2026, Jan 01 19:00

Build Correct Nested JSON from Pandas GroupBy: Keep All Receipt_No Values per customer_id Without Overwrites

Convert grouped pandas data to nested JSON without losing values. Avoid overwriting repeated keys by building a policy details list for each customer_id.

Turning flat, row-wise data into a clean, nested structure is a common need when you export data from pandas to JSON. A frequent pitfall is overwriting repeated keys during iteration, which silently drops earlier values. Below is a concise walkthrough of how this happens and how to reshape the data so each customer retains all their Policy_No entries with their respective Receipt_No values.

Problem overview

The source data contains multiple rows per customer_id, where each row represents a policy receipt. After grouping by customer_id, the next step is to build a JSON-like structure. The straightforward approach assigns fields on every loop iteration, which leads to the last Receipt_No overwriting the earlier ones for the same Policy_No. The goal is to collect all policy rows per customer inside a nested list instead of losing them to overwrites.

Buggy pattern in code

The following example shows how the overwrite arises. The logic is kept intact, but the variable names are different for clarity.

import pandas as pd

frame = pd.DataFrame({
    'type': ['customer','customer','customer','customer'],
    'customer_id': ['1-0000001','1-0000001','1-0000002','1-0000002'],
    'u_fn': ['TestUser1_FirstName','TestUser1_FirstName','TestUser2_FirstName','TestUser2_FirstName'],
    'u_ln': ['TestUser1_LastName','TestUser1_LastName','TestUser2_LastName','TestUser2_LastName'],
    'Customer_Type_ID': ['ΦΥΣΙΚΟ','ΦΥΣΙΚΟ','ΦΥΣΙΚΟ','ΦΥΣΙΚΟ'],
    'u_em': ['customer1@otenet.gr','customer1@otenet.gr','customer2@gmail.com','customer2@gmail.com'],
    'u_mb': ['6900000001','6900000001','6900000002','6900000002'],
    '# of policies':[2,2,2,2],
    'Company_ID': [2,2,2,2],
    'Branch_ID': [5,5,5,5],
    'Policy_No': ['000000001','000000001','000000002','000000002'],
    'Receipt_No': ['420000001','420000002','430000001','430000002']
})

by_client = frame.groupby('customer_id').apply(
    lambda grp: grp[['u_fn','u_ln','Customer_Type_ID','u_em','u_mb',
                     'Company_ID','Branch_ID','Policy_No','Receipt_No','# of policies']]
    .to_dict('records'),
    include_groups=False
).reset_index()

by_client.columns = ['customer_id', 'attributes']

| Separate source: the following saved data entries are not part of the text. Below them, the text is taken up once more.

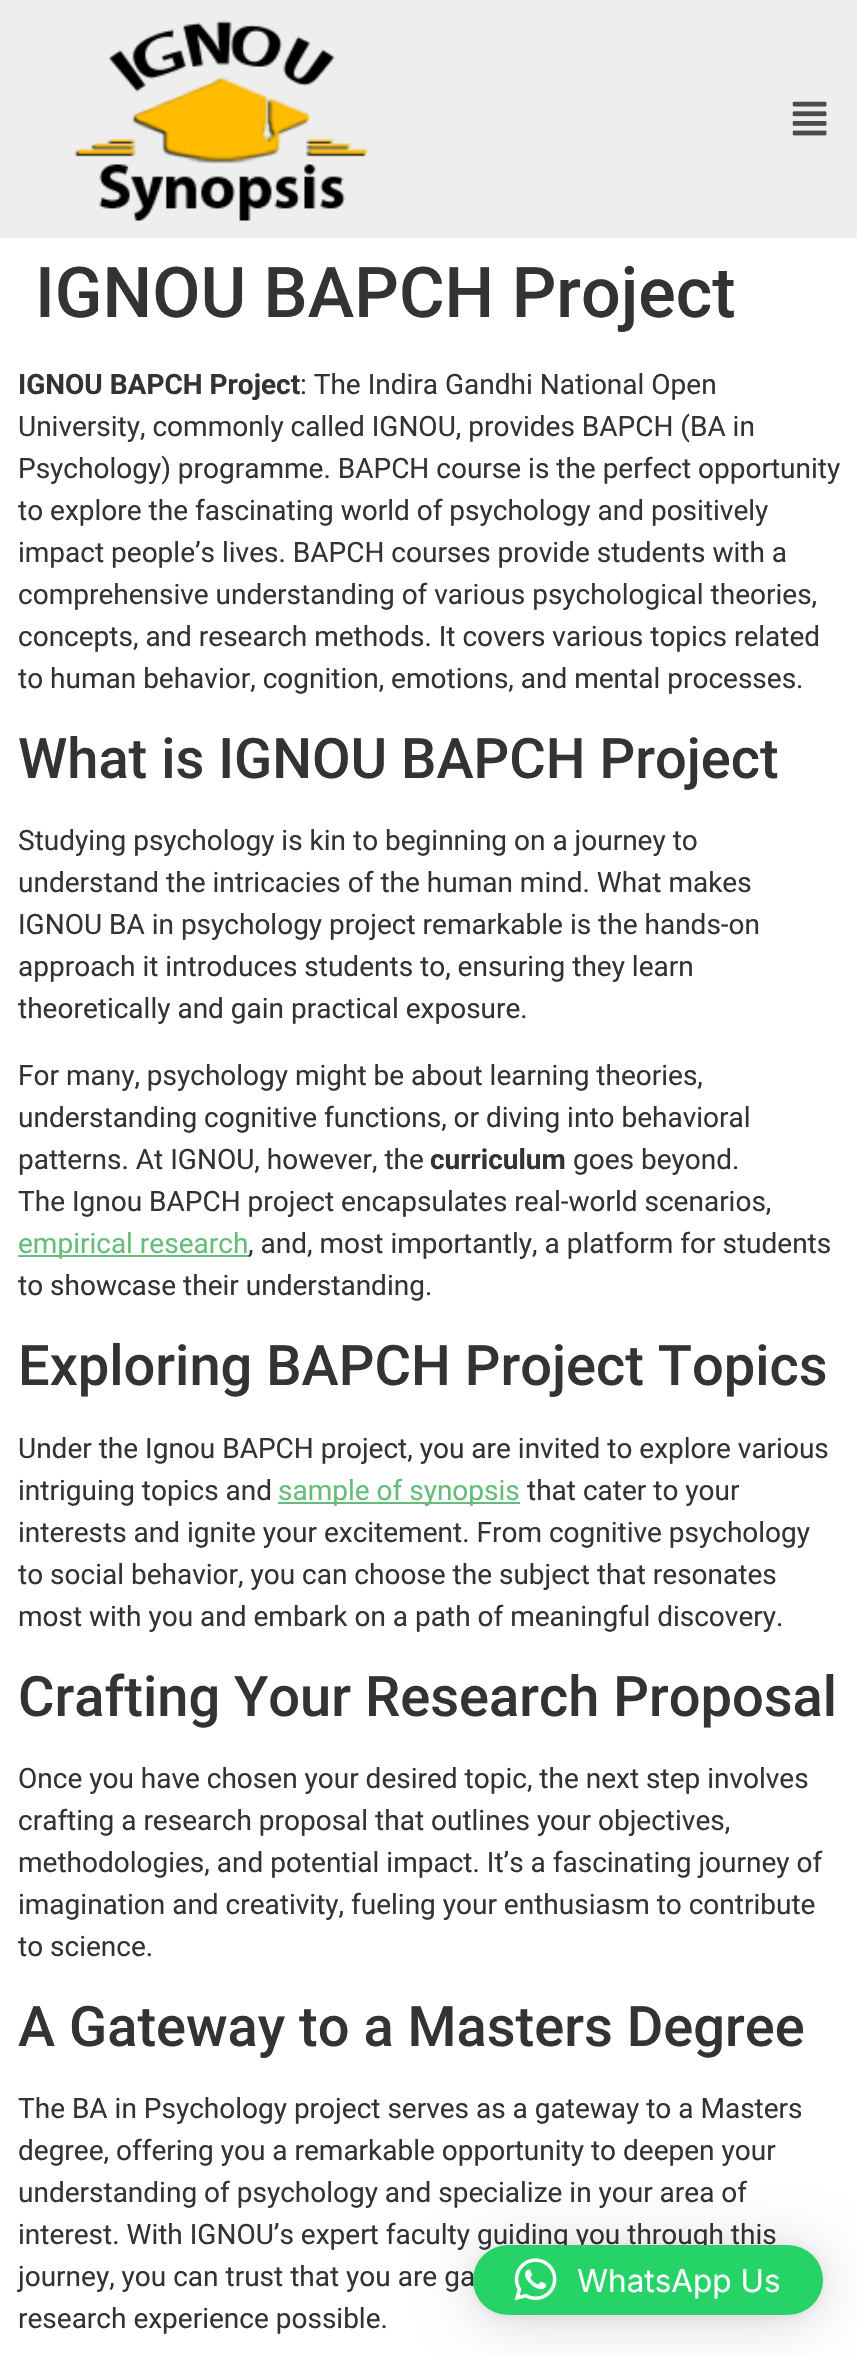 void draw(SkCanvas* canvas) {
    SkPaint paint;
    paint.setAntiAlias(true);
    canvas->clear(0xFFFFFFFF);
    paint.setColor(0xFFEEEEEE);
    canvas->drawRect(SkRect::MakeXYWH(0, 0, 857, 238), paint);
    canvas->drawImageRect(SkImages::DeferredFromEncodedData(SkData::MakeFromFileName("img1.png")), SkRect::MakeXYWH(75, 20, 293, 201), SkSamplingOptions());
    canvas->drawImageRect(SkImages::DeferredFromEncodedData(SkData::MakeFromFileName("img2.png")), SkRect::MakeXYWH(792, 101, 35, 35), SkSamplingOptions());
    SkFont font1(fontMgr->matchFamilyStyle("Roboto", SkFontStyle(500, SkFontStyle::kNormal_Width, SkFontStyle::kUpright_Slant)), 70);
    font1.setSubpixel(true);
    paint.setColor(0xFF333333);
    canvas->drawString("IGNOU BAPCH Project", 35, 317, font1, paint);
    SkFont font2(fontMgr->matchFamilyStyle("Roboto", SkFontStyle::Bold()), 28);
    font2.setSubpixel(true);
    canvas->drawString("IGNOU BAPCH Project", 18, 394, font2, paint);
    SkFont font3(fontMgr->matchFamilyStyle("Roboto", SkFontStyle::Normal()), 28);
    font3.setSubpixel(true);
    canvas->drawString(": The Indira Gandhi National Open", 300, 394, font3, paint);
    canvas->drawString("University, commonly called IGNOU, provides BAPCH (BA in", 18, 436, font3, paint);
    canvas->drawString("Psychology) programme. BAPCH course is the perfect opportunity", 18, 478, font3, paint);
    canvas->drawString("to explore the fascinating world of psychology and positively", 18, 520, font3, paint);
    canvas->drawString("impact people’s lives. BAPCH courses provide students with a", 18, 562, font3, paint);
    canvas->drawString("comprehensive understanding of various psychological theories,", 18, 604, font3, paint);
    canvas->drawString("concepts, and research methods. It covers various topics related", 18, 646, font3, paint);
    canvas->drawString("to human behavior, cognition, emotions, and mental processes.", 18, 688, font3, paint);
    SkFont font4(fontMgr->matchFamilyStyle("Roboto", SkFontStyle(500, SkFontStyle::kNormal_Width, SkFontStyle::kUpright_Slant)), 56);
    font4.setSubpixel(true);
    canvas->drawString("What is IGNOU BAPCH Project", 18, 778, font4, paint);
    canvas->drawString("Studying psychology is kin to beginning on a journey to", 18, 850, font3, paint);
    canvas->drawString("understand the intricacies of the human mind. What makes", 18, 892, font3, paint);
    canvas->drawString("IGNOU BA in psychology project remarkable is the hands-on", 18, 934, font3, paint);
    canvas->drawString("approach it introduces students to, ensuring they learn", 18, 976, font3, paint);
    canvas->drawString("theoretically and gain practical exposure.", 18, 1018, font3, paint);
    canvas->drawString("For many, psychology might be about learning theories,", 18, 1085, font3, paint);
    canvas->drawString("understanding cognitive functions, or diving into behavioral", 18, 1127, font3, paint);
    canvas->drawString("patterns. At IGNOU, however, the", 18, 1169, font3, paint);
    canvas->drawString("curriculum", 430, 1169, font2, paint);
    canvas->drawString("goes beyond.", 573, 1169, font3, paint);
    canvas->drawString("The Ignou BAPCH project encapsulates real-world scenarios,", 18, 1211, font3, paint);
    paint.setColor(0xFF65BC7B);
    canvas->drawRect(SkRect::MakeXYWH(18, 1255, 231, 2), paint);
    canvas->drawString("empirical research", 18, 1253, font3, paint);
    paint.setColor(0xFF333333);
    canvas->drawString(", and, most importantly, a platform for students", 248, 1253, font3, paint);
    canvas->drawString("to showcase their understanding.", 18, 1295, font3, paint);
    canvas->drawString("Exploring BAPCH Project Topics", 18, 1385, font4, paint);
    canvas->drawString("Under the Ignou BAPCH project, you are invited to explore various", 18, 1458, font3, paint);
    canvas->drawString("intriguing topics and", 18, 1500, font3, paint);
    paint.setColor(0xFF65BC7B);
    canvas->drawRect(SkRect::MakeXYWH(278, 1502, 242, 2), paint);
    canvas->drawString("sample of synopsis", 278, 1500, font3, paint);
    paint.setColor(0xFF333333);
    canvas->drawString("that cater to your", 527, 1500, font3, paint);
    canvas->drawString("interests and ignite your excitement. From cognitive psychology", 18, 1542, font3, paint);
    canvas->drawString("to social behavior, you can choose the subject that resonates", 18, 1584, font3, paint);
    canvas->drawString("most with you and embark on a path of meaningful discovery.", 18, 1626, font3, paint);
    canvas->drawString("Crafting Your Research Proposal", 18, 1716, font4, paint);
    canvas->drawString("Once you have chosen your desired topic, the next step involves", 18, 1788, font3, paint);
    canvas->drawString("crafting a research proposal that outlines your objectives,", 18, 1830, font3, paint);
    canvas->drawString("methodologies, and potential impact. It’s a fascinating journey of", 18, 1872, font3, paint);
    canvas->drawString("imagination and creativity, fueling your enthusiasm to contribute", 18, 1914, font3, paint);
    canvas->drawString("to science.", 18, 1956, font3, paint);
    canvas->drawString("A Gateway to a Masters Degree", 18, 2046, font4, paint);
    canvas->drawString("The BA in Psychology project serves as a gateway to a Masters", 18, 2118, font3, paint);
    canvas->drawString("degree, offering you a remarkable opportunity to deepen your", 18, 2160, font3, paint);
    canvas->drawString("understanding of psychology and specialize in your area of", 18, 2202, font3, paint);
    canvas->drawString("interest. With IGNOU’s expert faculty guiding you through this", 18, 2244, font3, paint);
    canvas->drawString("journey, you can trust that you are ga", 18, 2286, font3, paint);
    canvas->drawString("research experience possible.", 18, 2328, font3, paint);
    paint.setColor(0x29000000);
    paint.setMaskFilter(SkMaskFilter::MakeBlur(kNormal_SkBlurStyle, 28));
    canvas->drawRoundRect(SkRect::MakeXYWH(473, 2249, 350, 70), 35, 35, paint);
    paint.setMaskFilter(nullptr);
    paint.setColor(0x0F000000);
    paint.setMaskFilter(SkMaskFilter::MakeBlur(kNormal_SkBlurStyle, 5));
    canvas->drawRoundRect(SkRect::MakeXYWH(473, 2247, 350, 70), 35, 35, paint);
    paint.setMaskFilter(nullptr);
    paint.setColor(0xFF25D366);
    canvas->drawRoundRect(SkRect::MakeXYWH(473, 2245, 350, 70), 35, 35, paint);
    canvas->drawImageRect(SkImages::DeferredFromEncodedData(SkData::MakeFromFileName("img3.png")), SkRect::MakeXYWH(514, 2258, 43, 43), SkSamplingOptions());
    SkFont font5(fontMgr->matchFamilyStyle("Inter", SkFontStyle::Normal()), 31.5f);
    font5.setSubpixel(true);
    paint.setColor(0xFFFFFFFF);
    canvas->drawString("WhatsApp Us", 577, 2292, font5, paint);
}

payload = by_client.to_dict('records')

assembled = []

for rec in payload:
    attrs = {}
    for entry in rec["attributes"]:
        attrs["u_fn"] = entry["u_fn"]
        attrs["u_ln"] = entry["u_ln"]
        attrs["Customer_Type_ID"] = entry["Customer_Type_ID"]
        attrs["u_em"] = entry["u_em"]
        attrs["u_mb"] = entry["u_mb"]
        attrs["# of policies"] = entry["# of policies"]
        attrs["Company_ID"] = entry["Company_ID"]
        attrs["Branch_ID"] = entry["Branch_ID"]
        attrs["Policy_No"] = entry["Policy_No"]
        attrs["Receipt_No"] = entry["Receipt_No"]

    elem = {
        "Id": rec["customer_id"],
        "attributes": attrs
    }
    assembled.append(elem)

Because attrs["Receipt_No"] and related fields are reassigned on each pass, the final object only contains the last values for each customer.

What actually goes wrong

Each row under a customer describes a distinct policy receipt event. Reassigning scalar keys like Receipt_No under a single attributes dictionary collapses all policy receipts into one, keeping only the last one iterated. The correct structure needs a list that accumulates per-policy details rather than a one-to-one overwrite.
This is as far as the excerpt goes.